Celebrating both a big year and the launch of his long-overdue debut EP ‘This Record Is A Nixer’, imaginative folk singer Tadhg Williams is wearing both his Waterford roots and his Dublin home on his sleeve, as he seeks to echo the styles of Mick Flannery and Damien Dempsey.
“I don’t think there’s any mistaking where I’m from – the music in itself would tell you that, but I’ve kind of cut my cloth in Dublin as a songwriter,” Williams said. “I once had an interesting conversation with Junior Brother about this – I find it quite hard to write in Dublin, so when I go home to Waterford it can often feel like a writing retreat, things pour out of me a bit. But the things that pour out of me are things I have brought home with me from Dublin.”
“‘Nixer’, for example, is about trying to pay my rent in Dublin. That was written in my childhood bedroom in Waterford. Sound wise as well, throughout college I played open mics and song cycles and sessions all over Dublin. I learnt a lot about the art of performance at those kinds of gigs. The only outlet growing up in Waterford was to busk.”
“So all of those things blend into one I suppose. I’m at a stage now where I love both places, and am happy to call both places home. You still won’t find me in the home end of Dalymount or Tolka though… It’ll always be the away end when the Blues are in town.”

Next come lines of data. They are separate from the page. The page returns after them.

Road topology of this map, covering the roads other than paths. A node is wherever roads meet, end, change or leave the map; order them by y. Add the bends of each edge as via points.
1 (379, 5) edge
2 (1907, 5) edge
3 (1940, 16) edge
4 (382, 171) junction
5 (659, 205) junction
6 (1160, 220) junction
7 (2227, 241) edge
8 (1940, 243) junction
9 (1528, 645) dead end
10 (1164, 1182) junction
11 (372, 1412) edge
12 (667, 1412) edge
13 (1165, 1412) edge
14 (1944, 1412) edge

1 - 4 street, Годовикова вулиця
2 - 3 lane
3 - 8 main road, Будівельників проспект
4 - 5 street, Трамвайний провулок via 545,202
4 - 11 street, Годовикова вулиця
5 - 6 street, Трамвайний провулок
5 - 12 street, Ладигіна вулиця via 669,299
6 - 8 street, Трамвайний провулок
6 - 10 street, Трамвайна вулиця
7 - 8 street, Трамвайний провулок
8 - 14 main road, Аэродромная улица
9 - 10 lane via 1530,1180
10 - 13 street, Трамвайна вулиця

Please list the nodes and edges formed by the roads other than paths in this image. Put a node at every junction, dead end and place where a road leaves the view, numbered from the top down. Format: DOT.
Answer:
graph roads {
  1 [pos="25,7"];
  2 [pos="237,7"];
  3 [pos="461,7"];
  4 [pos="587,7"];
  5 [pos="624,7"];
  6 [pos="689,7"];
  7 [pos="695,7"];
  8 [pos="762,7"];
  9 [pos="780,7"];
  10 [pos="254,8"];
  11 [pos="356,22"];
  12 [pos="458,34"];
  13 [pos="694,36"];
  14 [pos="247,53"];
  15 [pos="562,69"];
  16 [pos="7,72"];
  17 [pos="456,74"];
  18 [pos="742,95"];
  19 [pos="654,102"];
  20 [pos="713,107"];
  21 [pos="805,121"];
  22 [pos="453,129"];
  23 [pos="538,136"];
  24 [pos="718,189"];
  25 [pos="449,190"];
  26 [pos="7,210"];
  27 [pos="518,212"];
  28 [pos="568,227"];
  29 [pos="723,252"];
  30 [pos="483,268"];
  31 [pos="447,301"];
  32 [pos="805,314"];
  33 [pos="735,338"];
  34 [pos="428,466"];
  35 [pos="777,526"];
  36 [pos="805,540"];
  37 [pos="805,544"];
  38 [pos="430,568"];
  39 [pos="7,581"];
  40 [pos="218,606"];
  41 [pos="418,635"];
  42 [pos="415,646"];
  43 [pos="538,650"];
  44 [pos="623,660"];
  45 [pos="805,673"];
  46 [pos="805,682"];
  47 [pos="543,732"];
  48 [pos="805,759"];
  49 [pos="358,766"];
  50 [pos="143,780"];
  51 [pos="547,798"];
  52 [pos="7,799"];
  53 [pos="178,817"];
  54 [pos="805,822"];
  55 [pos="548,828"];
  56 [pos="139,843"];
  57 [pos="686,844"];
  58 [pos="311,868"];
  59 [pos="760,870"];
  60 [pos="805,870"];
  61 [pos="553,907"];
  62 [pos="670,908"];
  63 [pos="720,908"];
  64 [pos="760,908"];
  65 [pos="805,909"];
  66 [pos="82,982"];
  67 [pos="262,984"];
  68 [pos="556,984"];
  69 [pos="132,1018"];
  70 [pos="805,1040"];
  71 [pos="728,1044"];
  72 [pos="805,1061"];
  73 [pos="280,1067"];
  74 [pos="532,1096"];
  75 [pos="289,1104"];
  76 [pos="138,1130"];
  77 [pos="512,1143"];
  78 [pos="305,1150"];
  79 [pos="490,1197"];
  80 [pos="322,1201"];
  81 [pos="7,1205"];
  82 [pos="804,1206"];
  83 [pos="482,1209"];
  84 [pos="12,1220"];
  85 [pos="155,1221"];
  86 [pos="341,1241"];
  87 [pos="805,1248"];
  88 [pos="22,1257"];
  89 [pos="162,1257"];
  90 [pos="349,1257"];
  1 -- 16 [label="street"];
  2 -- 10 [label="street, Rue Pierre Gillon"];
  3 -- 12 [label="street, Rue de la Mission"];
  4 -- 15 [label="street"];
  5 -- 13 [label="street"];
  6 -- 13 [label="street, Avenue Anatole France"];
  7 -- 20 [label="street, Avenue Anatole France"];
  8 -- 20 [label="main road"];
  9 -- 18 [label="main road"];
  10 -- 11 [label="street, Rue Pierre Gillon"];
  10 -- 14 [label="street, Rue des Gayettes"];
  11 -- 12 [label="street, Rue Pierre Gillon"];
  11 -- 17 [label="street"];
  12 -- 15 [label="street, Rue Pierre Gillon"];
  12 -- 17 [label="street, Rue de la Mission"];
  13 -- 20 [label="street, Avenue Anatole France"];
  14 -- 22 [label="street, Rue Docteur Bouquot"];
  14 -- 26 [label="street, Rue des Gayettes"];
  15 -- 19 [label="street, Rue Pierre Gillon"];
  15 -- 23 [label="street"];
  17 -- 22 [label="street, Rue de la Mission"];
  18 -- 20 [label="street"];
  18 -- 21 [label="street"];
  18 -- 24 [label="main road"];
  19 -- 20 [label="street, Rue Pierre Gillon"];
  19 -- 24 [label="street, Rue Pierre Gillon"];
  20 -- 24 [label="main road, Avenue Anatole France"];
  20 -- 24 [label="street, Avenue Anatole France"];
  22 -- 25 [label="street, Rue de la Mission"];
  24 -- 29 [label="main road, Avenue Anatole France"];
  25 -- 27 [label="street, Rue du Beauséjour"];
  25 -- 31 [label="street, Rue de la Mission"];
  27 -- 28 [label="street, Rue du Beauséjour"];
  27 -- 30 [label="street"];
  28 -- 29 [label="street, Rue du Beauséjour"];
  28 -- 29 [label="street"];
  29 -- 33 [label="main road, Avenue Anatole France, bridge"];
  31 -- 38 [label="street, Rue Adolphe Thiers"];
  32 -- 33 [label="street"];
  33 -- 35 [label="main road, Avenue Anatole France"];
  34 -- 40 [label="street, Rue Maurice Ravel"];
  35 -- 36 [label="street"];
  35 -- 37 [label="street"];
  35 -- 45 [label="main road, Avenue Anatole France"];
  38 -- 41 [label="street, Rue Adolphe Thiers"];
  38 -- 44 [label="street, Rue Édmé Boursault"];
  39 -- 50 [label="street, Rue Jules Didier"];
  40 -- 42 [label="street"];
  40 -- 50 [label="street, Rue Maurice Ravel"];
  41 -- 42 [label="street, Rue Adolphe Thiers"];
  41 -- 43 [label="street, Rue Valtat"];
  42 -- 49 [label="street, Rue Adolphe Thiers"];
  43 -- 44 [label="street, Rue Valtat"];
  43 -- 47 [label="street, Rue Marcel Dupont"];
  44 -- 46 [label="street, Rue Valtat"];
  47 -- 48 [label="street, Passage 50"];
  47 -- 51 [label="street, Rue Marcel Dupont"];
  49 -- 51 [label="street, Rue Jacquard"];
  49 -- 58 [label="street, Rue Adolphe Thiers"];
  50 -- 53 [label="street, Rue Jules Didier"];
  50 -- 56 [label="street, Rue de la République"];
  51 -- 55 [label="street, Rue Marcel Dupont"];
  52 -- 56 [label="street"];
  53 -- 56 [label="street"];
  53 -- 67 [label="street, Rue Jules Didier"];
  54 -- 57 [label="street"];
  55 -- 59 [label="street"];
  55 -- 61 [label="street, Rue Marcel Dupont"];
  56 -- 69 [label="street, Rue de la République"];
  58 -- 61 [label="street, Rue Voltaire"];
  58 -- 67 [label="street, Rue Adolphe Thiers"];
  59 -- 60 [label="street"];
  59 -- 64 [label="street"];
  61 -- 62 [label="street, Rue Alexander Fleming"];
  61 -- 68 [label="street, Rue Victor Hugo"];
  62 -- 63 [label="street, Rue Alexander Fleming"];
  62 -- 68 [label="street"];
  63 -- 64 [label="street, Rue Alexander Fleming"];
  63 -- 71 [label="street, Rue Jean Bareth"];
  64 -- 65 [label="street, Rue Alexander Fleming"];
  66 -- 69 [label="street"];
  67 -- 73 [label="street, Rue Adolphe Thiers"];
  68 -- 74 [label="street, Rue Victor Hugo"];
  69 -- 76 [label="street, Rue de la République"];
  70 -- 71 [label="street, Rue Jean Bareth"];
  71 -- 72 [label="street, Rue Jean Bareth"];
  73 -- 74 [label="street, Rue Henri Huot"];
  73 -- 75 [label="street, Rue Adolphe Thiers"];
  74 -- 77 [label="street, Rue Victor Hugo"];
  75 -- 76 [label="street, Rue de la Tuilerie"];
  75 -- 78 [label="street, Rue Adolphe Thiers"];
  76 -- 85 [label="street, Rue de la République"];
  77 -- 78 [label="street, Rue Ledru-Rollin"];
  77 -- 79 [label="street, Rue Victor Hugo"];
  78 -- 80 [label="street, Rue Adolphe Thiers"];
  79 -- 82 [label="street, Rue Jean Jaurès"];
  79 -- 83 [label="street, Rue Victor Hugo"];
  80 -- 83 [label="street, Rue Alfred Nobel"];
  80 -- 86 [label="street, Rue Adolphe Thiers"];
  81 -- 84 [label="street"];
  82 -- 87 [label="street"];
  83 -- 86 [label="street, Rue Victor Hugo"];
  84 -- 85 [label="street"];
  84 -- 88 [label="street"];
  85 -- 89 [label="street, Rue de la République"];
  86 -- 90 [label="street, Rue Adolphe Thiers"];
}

Those tracks might blend their geographical origin, but they also take on a particular focus on lyrics. “I kind of started as a poet, “Williams says. “I used to write a lot of spoken word, so lyrics have always been important to me. The spoken word was great because there wasn’t any real structure to it, as long as it rolled off the tongue well.”
“Songs I personally find more of a challenge because you have to convey a message, a story, an emotion, in three and half minutes in a very structured way, and I enjoy that. I have lyrics floating around in note books, on the notes app on my phone, and a few chord progressions floating around as well – then they just kind of find each other. The melody appears somewhere during that process. I often wonder where melodies come from – I think they come from somewhere deeper, it’s kind of inexplicable.”
Williams’ on-stage performances, unlike the more delicate approach Williams often takes on record, will be lively. “The live show is nothing like the EP. It’s a much larger sound,” he says. “I’ll be playing with a full band – drums, bass, keys, electric guitar, the whole shebang.”
“I’m a big fan of taking the songs I’ve written and developing them further, even after release. I’m obsessed with that Waterboys ideology of ‘the big music’, so I suppose I’m trying to emulate that a little bit with the live sound. They’re still folk songs at their core, but when people come to a live show they want something a little bit more than just to listen to some nice music.”
“They want to come away from it feeling like they’ve actually experienced something. You need to give them something spiritual. That Damien Dempsey thing of ‘the singsong of the century’ every time he plays a show – people worship. I want people to come away from one of my shows feeling elevated! It has to be medicinal – people leave their worries at the door for the hour and a bit.”